I grant a motion for a new trial only if the verdict is against the clear weight of the evidence or results in a miscarriage of justice. Foisy v. Royal Maccabees Life Ins. Co., 356 F.3d 141, 146 (1st Cir. 2004).
I upset a jury's damage award only if "the award exceeds any rational appraisal or estimate of the damages that could be based upon the evidence before [the court]." Wortley v. Camplin, 333 F.3d 284, 297 (1st Cir. 2003) (internal quotation marks and citation omitted).
II. FACTUAL BACKGROUND
The jury could have found the following facts (stated in a light most favorable to the plaintiff). Rockland owned and operated the Rockland Fish Pier ("Fish Pier") at the time of the sinking in February 2002. Water Street Management ("Water Street") operated the Fish Pier for Rockland from May 1998 to December 2001 through a lease agreement with Rockland. During that period, Everard Dodge, who managed the pier for and had an ownership interest in Water Street, alerted Rockland to problems with the pier and specifically mentioned the poor condition of the pilings. During his tenure, Dodge routinely inspected the condition of the pier, repaired pilings and chafe boards and cut off any bolts protruding from the pilings. Rockland assumed operation of the pier in January 2002. Rockland did not continue the inspections and repairs previously performed by Dodge after it began operating the pier. Many pilings were severely worn down, pilings were not replaced, chafe boards were broken or missing and the bolts that affixed them to the pilings were missing, bent over or protruding. Moreover, Rockland failed to provide the berths at the Fish Pier with enough "camels" (large logs with tires attached that serve as fender systems between vessels and the pilings of a pier). There were no camels at all at the "take-out berth," a temporary location where vessels dock to take out their catch and where the Sailor was moored at the time she sank.
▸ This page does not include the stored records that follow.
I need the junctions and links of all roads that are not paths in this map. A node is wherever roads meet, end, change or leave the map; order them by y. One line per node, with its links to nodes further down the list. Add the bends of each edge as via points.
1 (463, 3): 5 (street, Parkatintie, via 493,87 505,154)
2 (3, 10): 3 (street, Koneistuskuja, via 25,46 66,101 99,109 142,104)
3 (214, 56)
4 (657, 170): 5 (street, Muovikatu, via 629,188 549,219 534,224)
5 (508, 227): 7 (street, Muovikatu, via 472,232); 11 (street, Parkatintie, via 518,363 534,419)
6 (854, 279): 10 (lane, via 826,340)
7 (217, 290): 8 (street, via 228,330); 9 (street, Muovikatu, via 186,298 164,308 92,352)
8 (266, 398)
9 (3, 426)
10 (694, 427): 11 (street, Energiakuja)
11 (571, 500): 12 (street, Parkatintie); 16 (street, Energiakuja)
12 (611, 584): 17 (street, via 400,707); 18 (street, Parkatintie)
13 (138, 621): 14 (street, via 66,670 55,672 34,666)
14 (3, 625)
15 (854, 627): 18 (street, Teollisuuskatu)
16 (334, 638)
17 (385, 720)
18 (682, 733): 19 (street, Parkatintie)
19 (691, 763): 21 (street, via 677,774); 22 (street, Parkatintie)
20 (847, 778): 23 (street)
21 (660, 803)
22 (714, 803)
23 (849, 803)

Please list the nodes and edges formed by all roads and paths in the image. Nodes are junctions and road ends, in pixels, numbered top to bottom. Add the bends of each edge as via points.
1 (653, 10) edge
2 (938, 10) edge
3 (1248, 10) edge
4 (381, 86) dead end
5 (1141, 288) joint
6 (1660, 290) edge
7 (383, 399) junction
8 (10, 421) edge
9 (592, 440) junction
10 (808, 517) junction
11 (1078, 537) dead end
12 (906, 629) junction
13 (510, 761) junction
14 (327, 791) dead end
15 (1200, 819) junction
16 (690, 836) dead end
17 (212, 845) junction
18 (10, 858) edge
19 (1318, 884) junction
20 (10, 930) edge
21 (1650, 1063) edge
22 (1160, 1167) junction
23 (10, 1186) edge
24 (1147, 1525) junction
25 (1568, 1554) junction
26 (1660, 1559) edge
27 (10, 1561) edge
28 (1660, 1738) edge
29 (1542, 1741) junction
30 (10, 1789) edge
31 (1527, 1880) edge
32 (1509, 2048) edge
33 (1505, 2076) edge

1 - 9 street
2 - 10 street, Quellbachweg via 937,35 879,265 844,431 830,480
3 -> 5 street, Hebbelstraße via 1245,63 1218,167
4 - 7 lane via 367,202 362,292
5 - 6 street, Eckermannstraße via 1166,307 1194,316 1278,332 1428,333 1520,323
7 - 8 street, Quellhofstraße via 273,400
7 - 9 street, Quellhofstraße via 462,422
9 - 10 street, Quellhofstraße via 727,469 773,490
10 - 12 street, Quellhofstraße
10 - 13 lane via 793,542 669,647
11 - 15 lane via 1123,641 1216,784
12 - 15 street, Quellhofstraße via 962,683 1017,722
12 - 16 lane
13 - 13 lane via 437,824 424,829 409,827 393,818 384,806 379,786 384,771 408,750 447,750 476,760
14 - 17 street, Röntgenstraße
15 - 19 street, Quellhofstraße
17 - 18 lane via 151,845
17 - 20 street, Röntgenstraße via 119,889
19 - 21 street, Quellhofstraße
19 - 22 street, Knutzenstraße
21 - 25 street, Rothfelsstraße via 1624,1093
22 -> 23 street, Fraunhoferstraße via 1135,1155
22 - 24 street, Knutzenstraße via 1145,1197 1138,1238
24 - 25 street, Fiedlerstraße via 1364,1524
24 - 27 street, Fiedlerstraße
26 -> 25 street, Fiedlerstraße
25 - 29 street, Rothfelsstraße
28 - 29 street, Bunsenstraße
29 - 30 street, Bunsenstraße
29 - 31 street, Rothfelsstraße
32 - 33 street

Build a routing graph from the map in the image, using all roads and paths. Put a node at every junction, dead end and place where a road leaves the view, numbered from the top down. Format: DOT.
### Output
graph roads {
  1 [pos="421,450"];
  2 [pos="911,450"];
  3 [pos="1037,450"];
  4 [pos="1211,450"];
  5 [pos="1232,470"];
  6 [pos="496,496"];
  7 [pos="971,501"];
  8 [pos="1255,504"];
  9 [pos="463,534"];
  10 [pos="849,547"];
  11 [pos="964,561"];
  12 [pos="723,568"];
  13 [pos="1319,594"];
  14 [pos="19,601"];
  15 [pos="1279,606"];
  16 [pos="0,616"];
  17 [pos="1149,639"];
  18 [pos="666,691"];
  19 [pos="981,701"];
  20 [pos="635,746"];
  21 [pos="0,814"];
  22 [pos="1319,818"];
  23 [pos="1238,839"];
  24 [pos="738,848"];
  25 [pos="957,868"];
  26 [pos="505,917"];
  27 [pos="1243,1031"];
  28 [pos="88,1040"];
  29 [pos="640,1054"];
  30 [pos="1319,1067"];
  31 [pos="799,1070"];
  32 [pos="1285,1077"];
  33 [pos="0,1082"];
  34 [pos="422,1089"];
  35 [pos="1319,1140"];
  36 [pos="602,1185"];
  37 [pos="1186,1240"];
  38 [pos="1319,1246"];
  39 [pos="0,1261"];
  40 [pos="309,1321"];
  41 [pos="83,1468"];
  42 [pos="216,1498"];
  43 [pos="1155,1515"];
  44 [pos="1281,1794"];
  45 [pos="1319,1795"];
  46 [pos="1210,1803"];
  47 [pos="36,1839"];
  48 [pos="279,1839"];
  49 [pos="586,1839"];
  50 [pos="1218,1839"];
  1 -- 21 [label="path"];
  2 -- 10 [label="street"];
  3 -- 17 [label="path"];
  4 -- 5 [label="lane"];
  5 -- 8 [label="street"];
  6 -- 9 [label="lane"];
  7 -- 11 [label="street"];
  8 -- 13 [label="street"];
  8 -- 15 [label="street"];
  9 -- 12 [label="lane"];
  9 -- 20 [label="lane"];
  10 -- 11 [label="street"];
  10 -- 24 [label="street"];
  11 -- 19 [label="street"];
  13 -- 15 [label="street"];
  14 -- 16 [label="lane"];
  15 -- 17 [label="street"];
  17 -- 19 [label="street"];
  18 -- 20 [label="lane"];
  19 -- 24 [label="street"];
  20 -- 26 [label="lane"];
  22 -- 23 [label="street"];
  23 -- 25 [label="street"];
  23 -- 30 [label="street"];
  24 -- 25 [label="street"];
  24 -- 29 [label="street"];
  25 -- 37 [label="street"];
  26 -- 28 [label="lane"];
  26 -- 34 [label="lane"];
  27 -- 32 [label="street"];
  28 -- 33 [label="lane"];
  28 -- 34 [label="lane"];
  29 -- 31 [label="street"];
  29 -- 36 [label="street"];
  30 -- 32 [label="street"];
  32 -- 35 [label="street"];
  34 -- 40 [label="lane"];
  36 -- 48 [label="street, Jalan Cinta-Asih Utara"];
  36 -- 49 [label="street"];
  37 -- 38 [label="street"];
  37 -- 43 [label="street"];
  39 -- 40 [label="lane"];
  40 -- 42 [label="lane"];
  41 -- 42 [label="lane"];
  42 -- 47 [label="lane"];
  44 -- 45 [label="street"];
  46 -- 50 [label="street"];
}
The Sailor docked at the Fish Pier February 9, 2002, then moved into the take-out berth February 12, 2002 in preparation for a voyage. The Sailor's owner, Gary Hatch,2 and her captain, Myron Benner, moored the vessel in the take-out berth. Both Hatch and Benner were experienced seafarers familiar with the Fish Pier and the take-out berth. They moored the Sailor according to their usual custom and practice for that berth. Hatch and Benner placed two polyballs between the vessel and the pier to serve as a cushion between the Sailor and the pilings. They left six feet of slack in the lines to accommodate the high and low tides. Hatch worked on the Sailor at the take -out berth on a daily basis between February 12 and February 15. Hatch last checked the vessel around 9:30 p.m. February 15. Benner also tended to the vessel on February 15. On the evening of February 15 there was a southwest wind of twenty to twenty-five knots. This southwest wind pushed the Sailor into the pier, so Hatch placed an additional bowline on the Sailor to protect the vessel.
A chafe board in the take -out berth split off at some point, exposing a bolt that fastened the chafe board to the piling.3 The offending bolt was located at the low-tide mark and protruded about two inches from the piling. The exposed bolt pierced the Sailor's hull and caused the vessel to sink at about 3:30 a.m. on February 16, 2002. Hatch's inspection of the chafed area on the Sailor following her sinking indicated that the ship moved about six feet when moored, which Hatch described as within the normal range of movement.
Hatch and Benner noticed the poor condition of the pier and the take-out berth generally, but not the danger that a bolt could become exposed so as to gouge a hole in the Sailor. At the time of her sinking, the Sailor was in seaworthy condition. She had been repaired in October 2001, when rotted or cracked planks were replaced and oak sheeting was installed to protect and reinforce the hull. Although parts of the hull contained planks softened by marine worms, the nearest infested plank was ten feet from where the bolt punctured the hull.
According to Hatch, the value of the vessel just prior to sinking was at least $166,000. To replace the Sailor, Hatch borrowed money at an interest rate of 9.375%.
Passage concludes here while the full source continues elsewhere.